YOUR OBJECTIVE:
Across all the lines of the following material, count those that include the word "Puurata" and give only the result.

PROVIDED MATERIAL:
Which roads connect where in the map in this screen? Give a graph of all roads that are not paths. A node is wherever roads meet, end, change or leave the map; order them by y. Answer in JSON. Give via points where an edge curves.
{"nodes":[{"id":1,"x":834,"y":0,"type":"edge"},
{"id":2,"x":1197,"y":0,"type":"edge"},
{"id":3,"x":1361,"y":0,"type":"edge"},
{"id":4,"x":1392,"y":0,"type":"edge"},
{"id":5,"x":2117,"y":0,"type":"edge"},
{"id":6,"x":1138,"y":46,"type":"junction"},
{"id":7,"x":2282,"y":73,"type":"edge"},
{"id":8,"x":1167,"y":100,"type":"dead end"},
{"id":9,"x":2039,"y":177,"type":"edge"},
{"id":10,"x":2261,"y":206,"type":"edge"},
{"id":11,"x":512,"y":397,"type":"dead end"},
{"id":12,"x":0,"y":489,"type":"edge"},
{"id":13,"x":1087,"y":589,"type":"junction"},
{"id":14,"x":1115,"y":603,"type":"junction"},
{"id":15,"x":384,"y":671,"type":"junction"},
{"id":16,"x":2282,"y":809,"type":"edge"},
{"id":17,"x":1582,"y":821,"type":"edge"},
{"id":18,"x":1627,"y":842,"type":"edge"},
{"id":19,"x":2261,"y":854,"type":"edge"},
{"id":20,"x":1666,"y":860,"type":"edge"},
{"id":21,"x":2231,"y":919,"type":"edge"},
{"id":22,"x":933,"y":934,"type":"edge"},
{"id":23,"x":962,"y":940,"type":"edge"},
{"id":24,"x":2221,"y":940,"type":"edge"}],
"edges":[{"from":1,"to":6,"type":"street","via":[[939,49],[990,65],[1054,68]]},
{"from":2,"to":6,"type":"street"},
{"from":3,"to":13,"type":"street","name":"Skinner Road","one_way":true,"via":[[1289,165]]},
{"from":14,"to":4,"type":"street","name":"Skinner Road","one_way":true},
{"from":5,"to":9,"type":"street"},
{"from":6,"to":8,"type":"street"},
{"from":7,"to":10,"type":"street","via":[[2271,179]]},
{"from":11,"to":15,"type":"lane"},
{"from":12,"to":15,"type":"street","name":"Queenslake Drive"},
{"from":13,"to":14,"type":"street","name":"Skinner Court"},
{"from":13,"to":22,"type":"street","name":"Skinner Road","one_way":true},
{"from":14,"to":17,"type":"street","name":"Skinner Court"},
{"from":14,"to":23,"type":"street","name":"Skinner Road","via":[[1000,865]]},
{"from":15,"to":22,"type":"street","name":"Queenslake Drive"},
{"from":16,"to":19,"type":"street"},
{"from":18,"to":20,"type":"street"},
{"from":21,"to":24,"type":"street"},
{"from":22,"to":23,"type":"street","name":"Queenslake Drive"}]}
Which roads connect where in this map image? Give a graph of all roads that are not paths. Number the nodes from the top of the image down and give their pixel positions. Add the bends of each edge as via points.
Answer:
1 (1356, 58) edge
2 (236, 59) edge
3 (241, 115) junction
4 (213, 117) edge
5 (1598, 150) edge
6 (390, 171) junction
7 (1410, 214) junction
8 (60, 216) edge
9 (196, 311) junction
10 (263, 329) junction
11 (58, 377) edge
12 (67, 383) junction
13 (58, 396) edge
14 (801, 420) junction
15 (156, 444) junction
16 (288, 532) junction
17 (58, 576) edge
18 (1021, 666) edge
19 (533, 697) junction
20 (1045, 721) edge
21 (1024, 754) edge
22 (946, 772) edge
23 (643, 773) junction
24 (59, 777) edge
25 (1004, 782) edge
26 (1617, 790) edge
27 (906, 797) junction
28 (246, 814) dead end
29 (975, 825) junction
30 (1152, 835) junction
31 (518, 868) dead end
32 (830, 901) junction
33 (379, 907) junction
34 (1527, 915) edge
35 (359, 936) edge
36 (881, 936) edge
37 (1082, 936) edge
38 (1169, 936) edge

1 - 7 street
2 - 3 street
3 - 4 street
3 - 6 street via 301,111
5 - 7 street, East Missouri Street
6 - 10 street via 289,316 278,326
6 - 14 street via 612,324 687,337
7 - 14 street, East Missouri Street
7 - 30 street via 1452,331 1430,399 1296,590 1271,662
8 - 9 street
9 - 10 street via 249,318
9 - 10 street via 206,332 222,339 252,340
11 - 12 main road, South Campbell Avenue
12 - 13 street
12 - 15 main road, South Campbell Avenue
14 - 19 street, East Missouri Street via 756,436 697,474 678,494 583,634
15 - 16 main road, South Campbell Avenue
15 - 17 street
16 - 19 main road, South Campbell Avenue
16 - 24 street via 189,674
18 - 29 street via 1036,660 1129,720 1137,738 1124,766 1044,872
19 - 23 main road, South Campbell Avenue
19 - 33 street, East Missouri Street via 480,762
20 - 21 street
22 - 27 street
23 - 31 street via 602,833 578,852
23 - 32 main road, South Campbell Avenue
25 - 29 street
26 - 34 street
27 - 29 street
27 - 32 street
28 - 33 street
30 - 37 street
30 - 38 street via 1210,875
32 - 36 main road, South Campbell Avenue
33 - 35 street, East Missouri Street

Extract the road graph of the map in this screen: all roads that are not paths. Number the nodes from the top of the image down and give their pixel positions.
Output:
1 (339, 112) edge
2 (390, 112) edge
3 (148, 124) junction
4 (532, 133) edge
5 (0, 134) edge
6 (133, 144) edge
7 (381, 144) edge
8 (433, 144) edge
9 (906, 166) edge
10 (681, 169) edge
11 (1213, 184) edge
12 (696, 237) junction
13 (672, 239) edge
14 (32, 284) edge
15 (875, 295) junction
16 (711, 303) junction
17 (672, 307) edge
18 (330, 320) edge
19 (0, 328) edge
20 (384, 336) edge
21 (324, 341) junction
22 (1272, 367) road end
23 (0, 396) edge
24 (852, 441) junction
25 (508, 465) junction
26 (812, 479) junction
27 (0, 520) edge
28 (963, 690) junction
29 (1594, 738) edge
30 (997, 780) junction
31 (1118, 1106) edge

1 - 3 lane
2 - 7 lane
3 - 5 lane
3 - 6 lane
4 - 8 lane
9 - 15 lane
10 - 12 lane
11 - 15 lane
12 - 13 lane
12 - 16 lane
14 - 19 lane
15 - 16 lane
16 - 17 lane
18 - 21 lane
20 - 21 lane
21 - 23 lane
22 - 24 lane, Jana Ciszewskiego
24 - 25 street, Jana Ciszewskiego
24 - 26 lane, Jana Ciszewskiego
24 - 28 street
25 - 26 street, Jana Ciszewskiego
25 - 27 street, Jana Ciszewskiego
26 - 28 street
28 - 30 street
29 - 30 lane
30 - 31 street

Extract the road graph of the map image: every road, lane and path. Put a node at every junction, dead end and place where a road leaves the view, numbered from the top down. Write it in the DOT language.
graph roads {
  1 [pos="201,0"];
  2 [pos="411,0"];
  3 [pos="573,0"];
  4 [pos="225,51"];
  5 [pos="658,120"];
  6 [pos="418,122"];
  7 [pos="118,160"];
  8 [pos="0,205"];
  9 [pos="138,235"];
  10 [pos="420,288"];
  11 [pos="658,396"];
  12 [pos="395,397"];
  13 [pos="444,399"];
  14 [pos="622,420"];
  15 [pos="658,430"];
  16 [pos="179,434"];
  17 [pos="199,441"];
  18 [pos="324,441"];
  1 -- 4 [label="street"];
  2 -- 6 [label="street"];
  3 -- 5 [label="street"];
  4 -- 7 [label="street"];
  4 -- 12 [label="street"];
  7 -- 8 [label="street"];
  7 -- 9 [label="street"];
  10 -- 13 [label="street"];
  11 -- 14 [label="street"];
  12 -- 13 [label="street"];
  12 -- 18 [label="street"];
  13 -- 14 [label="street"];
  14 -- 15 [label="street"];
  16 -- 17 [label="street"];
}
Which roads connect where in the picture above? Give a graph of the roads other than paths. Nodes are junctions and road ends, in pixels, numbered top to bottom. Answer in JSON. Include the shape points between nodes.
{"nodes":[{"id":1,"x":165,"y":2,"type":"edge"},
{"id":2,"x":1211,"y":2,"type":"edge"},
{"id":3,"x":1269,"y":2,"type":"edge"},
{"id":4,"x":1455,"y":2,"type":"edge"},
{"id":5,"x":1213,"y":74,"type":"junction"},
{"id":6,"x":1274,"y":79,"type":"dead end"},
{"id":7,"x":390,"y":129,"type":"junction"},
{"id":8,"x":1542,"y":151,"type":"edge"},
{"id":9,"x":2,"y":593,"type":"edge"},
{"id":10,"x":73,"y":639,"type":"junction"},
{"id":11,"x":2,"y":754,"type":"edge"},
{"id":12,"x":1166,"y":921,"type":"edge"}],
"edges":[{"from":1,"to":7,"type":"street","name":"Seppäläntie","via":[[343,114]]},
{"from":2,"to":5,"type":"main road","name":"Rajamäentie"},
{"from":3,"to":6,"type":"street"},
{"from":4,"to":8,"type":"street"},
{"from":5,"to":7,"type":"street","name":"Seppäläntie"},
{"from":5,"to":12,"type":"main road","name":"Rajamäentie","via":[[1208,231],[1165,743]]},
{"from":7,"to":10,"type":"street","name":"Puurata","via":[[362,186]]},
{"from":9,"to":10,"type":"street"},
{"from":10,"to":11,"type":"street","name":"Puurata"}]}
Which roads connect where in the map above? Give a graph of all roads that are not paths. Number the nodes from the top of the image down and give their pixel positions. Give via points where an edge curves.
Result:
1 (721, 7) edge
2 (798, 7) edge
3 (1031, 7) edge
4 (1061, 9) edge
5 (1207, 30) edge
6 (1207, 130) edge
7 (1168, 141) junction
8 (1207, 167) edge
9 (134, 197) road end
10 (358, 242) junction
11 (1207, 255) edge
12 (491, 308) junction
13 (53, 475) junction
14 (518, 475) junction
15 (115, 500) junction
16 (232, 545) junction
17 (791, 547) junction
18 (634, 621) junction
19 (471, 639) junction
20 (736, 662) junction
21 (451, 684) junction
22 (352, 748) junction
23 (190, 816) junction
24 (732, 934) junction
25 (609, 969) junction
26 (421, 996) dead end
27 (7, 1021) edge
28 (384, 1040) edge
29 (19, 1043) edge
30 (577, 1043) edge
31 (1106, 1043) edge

RESULT OF THIS TASK:
2